I recall my twin brother and I were promoted from junior high, our parents bought us $40 worth of records. Our first batch included The Clash’s London Calling, David Bowie’s Let’s Dance, and Baroque Hoedown. One of our first concerts was seeing them play at Magic Mountan on the very stage featured in KISS Meets The Phantom of The Park. Who would have thought that I’d be taking my daughter to heard that record performed in its entirety and meet the band? Yes, they were very cool…
On Friday afternoon, I took Eloise to see SISU celebrate the release of their great new EP at Origami Vinyl. It was incredibly hot and humid that afternoon and the acoustics are tough playing in the loft-like space, and maybe that’s why the band showed a really raw, almost dubby side that I never noticed before. The new songs sounded amazing. Too bad Eloise passed out as I carried her. Gotta arrange a lunch with my daughter, Sandy and Jules to make up for her missing the end of their set… She was bummed when she woke up at home because she loves them in SISU as well as Dum Dum Girls.
Last Friday may have been the first day of autumn, but the last day of summer was a couple of days later on Sunday. That’s when TV on The Radio and Arctic Monkeys co-headlined a killer show at the Hollywood Bowl. The historic venue was built on classical and jazz, and typically only books rock shows on special occasions. People still talk about The Beatles, Stones, and Doors gigs there back in the ’60s. Nowadays it’s Radiohead and Pavement, so it was a big deal when a gang of mostly younger bands took the stage to close out the season.
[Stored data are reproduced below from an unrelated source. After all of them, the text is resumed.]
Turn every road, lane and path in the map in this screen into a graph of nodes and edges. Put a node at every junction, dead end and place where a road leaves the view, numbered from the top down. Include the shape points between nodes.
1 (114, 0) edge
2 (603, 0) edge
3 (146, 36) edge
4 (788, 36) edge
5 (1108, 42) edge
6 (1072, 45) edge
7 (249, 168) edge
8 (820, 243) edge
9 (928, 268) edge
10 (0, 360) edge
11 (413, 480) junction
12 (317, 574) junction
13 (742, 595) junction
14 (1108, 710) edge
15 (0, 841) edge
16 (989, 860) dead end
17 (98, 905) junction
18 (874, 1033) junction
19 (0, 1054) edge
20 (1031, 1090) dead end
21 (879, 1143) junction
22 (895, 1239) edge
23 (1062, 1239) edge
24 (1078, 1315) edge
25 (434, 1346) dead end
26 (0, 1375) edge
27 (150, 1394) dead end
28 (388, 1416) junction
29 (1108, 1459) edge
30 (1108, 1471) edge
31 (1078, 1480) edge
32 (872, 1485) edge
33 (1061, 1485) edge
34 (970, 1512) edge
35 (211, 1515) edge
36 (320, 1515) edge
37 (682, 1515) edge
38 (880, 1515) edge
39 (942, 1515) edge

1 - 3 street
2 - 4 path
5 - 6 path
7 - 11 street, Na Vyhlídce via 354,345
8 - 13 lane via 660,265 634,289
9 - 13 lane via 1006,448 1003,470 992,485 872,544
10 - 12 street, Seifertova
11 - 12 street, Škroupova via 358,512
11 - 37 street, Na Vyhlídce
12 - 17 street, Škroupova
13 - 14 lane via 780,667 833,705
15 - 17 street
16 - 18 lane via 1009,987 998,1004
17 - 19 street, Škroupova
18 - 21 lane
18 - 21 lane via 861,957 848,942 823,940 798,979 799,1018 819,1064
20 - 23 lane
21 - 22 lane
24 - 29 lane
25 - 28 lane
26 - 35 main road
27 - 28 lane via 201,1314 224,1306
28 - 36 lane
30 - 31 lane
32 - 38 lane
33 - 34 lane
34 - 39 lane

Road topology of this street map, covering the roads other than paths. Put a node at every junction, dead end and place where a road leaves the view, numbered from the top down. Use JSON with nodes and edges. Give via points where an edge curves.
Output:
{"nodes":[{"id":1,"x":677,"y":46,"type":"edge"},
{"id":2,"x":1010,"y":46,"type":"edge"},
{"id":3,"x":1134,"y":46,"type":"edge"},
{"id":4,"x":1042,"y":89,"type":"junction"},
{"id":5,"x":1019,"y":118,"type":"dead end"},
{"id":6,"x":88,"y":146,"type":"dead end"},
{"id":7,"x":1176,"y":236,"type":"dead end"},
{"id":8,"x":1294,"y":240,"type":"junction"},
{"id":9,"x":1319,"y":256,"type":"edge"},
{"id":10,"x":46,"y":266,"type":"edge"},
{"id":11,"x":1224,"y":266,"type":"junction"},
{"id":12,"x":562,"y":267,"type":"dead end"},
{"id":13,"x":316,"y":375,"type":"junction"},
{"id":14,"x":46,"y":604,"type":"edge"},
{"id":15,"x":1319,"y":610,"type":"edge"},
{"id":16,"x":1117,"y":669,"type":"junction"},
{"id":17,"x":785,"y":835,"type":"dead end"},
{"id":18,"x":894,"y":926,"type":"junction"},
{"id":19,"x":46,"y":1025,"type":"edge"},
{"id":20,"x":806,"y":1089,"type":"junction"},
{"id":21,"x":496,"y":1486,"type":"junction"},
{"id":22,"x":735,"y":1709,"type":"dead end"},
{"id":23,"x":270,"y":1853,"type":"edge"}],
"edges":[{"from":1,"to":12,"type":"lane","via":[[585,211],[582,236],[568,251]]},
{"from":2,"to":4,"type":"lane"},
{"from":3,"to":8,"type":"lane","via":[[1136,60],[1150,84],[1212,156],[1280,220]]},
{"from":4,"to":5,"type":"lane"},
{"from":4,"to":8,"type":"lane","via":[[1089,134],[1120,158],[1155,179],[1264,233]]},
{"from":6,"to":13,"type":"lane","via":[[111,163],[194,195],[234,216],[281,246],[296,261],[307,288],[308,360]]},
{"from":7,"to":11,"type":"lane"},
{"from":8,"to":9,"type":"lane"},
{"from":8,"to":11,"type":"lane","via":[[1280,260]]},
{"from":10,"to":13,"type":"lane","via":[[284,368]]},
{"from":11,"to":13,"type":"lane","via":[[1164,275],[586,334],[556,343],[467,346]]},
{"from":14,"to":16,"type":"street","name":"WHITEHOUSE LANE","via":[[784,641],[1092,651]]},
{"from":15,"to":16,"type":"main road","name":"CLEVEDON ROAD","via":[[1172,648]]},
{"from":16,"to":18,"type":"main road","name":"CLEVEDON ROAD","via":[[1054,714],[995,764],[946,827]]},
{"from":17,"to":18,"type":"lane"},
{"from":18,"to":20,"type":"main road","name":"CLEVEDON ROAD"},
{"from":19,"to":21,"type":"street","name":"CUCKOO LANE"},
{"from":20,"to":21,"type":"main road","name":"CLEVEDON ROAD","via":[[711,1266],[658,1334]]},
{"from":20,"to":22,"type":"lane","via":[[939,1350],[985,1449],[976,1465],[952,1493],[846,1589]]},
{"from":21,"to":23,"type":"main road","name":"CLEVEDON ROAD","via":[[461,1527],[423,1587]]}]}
Smith Westerns kicked off the show at the super early hour of six. A tough slot since most fans were probably picking up picnic food at Trader Joe’s on the way to the venue, but the Chicago band powered through a 20-minute sampler of their short-but-solid catalog of proto-glam lo-fi. Pretty cool, but I need to see them at a smaller venue for a real take. Warpaint was next and jammed from the moment the Batcave-like stage spun them to face the crowd until it spun them back. The hometown band was great in it’s trademark folk-meets-goth manner with heavy drums that are as spectacular as the Siouxsie-esque vocals. (I hope the drummer gets a little extra love on the next release…) I caught some of Panda Bear’s set at FYF last year, and this set was way, way better. Two guys behind a table is at least twice as interesting than one to watch, but what if the extra guy is Sonic Boom from Spacemen 3? It was like a passing of the torch from one indietronica/stoner music god from the past to the present. The gorgeous sunset, trippy lights, and post-Beach Boys, dub-infused, analog-tronica made every stoners’ night.